Reputation: 15058

Efficiently mapping one-to-many many-to-many database to struct in Golang

Question

When dealing with a one-to-many or many-to-many SQL relationship in Golang, what is the best (efficient, recommended, "Go-like") way of mapping the rows to a struct?

Taking the example setup below I have tried to detail some approaches with Pros and Cons of each but was wondering what the community recommends.

Requirements

Works with PostgreSQL (can be generic but not include MySQL/Oracle specific features)
Efficiency - No brute forcing every combination
No ORM - Ideally using only database/sql and jmoiron/sqlx

Example

For sake of clarity I have removed error handling

Models

type Tag struct {
  ID int
  Name string
}

type Item struct {
  ID int
  Tags []Tag
}

Database

CREATE TABLE item (
  id                      INT GENERATED BY DEFAULT AS IDENTITY PRIMARY KEY
);

CREATE TABLE tag (
  id                      INT GENERATED BY DEFAULT AS IDENTITY PRIMARY KEY,
  name                    VARCHAR(160),
  item_id                 INT REFERENCES item(id)
);

Approach 1 - Select all Items, then select tags per item

var items []Item
sqlxdb.Select(&items, "SELECT * FROM item")
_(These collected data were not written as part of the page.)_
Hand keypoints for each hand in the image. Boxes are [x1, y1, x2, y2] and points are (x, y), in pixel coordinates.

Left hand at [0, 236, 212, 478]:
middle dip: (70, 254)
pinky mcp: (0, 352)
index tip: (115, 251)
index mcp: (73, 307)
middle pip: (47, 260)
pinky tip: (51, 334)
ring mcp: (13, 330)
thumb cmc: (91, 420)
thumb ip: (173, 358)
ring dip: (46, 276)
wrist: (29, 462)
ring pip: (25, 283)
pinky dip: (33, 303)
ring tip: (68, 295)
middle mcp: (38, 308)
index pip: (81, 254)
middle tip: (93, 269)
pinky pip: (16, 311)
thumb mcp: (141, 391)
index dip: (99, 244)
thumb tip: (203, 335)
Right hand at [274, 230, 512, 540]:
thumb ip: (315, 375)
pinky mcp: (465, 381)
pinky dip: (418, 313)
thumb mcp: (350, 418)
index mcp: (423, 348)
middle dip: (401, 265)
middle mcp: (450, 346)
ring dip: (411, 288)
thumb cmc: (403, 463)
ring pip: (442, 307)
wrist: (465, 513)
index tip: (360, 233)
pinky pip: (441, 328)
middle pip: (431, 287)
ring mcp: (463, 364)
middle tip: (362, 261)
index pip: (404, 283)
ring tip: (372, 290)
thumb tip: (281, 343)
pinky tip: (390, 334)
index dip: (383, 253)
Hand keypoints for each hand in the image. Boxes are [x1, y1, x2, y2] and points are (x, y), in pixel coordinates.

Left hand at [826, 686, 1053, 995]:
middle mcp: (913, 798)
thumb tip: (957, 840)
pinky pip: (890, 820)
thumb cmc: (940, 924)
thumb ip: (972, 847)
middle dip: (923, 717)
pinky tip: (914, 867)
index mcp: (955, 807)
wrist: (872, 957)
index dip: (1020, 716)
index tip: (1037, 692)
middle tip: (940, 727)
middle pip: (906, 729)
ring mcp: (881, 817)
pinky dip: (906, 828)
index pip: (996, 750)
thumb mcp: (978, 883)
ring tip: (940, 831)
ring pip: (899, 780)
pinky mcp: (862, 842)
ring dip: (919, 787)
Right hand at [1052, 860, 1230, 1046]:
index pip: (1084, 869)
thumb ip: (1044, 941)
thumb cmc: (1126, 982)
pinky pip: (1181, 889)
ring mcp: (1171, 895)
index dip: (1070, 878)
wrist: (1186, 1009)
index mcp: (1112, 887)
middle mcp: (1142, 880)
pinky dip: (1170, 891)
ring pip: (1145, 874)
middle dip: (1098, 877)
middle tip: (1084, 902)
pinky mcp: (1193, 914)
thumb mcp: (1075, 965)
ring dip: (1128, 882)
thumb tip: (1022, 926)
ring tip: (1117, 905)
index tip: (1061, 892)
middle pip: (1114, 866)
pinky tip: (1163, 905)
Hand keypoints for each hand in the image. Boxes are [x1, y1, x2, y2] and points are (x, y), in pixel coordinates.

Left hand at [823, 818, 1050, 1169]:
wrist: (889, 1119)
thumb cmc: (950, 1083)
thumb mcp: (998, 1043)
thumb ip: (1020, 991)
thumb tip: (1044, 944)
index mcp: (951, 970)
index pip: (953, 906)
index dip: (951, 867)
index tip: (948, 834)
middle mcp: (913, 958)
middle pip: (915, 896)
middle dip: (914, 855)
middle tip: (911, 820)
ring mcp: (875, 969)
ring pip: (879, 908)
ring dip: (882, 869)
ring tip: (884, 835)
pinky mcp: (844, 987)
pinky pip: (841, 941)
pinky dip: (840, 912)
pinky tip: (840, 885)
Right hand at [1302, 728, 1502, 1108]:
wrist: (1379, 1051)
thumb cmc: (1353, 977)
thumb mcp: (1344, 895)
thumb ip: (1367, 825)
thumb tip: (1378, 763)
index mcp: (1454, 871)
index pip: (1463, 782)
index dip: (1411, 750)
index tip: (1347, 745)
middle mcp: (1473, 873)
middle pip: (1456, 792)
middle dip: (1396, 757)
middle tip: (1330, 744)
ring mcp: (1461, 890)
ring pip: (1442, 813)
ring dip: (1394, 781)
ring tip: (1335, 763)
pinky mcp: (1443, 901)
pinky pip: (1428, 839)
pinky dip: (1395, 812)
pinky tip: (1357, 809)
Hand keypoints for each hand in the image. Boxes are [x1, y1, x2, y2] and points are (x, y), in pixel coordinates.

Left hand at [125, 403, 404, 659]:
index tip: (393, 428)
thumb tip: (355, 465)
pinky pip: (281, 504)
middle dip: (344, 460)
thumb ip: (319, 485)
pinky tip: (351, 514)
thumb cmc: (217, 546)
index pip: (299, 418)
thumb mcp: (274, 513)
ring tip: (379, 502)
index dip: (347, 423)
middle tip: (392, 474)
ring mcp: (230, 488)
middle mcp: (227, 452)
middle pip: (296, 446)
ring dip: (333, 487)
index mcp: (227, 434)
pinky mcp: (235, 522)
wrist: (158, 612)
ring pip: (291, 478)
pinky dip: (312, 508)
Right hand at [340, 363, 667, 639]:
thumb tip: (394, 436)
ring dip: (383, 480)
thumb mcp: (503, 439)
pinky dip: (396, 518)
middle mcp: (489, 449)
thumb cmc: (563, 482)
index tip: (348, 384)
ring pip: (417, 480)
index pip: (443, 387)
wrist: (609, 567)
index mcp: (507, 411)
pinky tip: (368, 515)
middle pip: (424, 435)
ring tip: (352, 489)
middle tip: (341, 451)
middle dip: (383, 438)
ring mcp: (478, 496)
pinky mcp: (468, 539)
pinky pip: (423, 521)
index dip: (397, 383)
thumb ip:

for i, item := range items {
  var tags []Tag
  sqlxdb.Select(&tags, "SELECT * FROM tag WHERE item_id = $1", item.ID)
  items[i].Tags = tags
}

Pros

Simple
Easy to understand

Cons

Inefficient with the number of database queries increasing proportional with number of items

Approach 2 - Construct SQL join and loop through rows manually

var itemTags = make(map[int][]Tag)

var items = []Item{}
rows, _ := sqlxdb.Queryx("SELECT i.id, t.id, t.name FROM item AS i JOIN tag AS t ON t.item_id = i.id")
for rows.Next() {
  var (
    itemID  int
    tagID   int
    tagName string
  )
  rows.Scan(&itemID, &tagID, &tagName)
  if tags, ok := itemTags[itemID]; ok {
    itemTags[itemID] = append(tags, Tag{ID: tagID, Name: tagName,})
  } else {
    itemTags[itemID] = []Tag{Tag{ID: tagID, Name: tagName,}}
  }
}
for itemID, tags := range itemTags {
  items = append(Item{
    ID: itemID,
    Tags: tags,
  })
}

Pros

A single database call and cursor that can be looped through without eating too much memory

Cons

Complicated and harder to develop with multiple joins and many attributes on the struct
Not too performant; more memory usage and processing time vs. more network calls

Failed approach 3 - sqlx struct scanning

Despite failing I want to include this approach as I find it to be my current aim of efficiency paired with development simplicity. My hope was by explicitly setting the db tag on each struct field sqlx could do some advanced struct scanning

var items []Item
sqlxdb.Select(&items, "SELECT i.id AS item_id, t.id AS tag_id, t.name AS tag_name FROM item AS i JOIN tag AS t ON t.item_id = i.id")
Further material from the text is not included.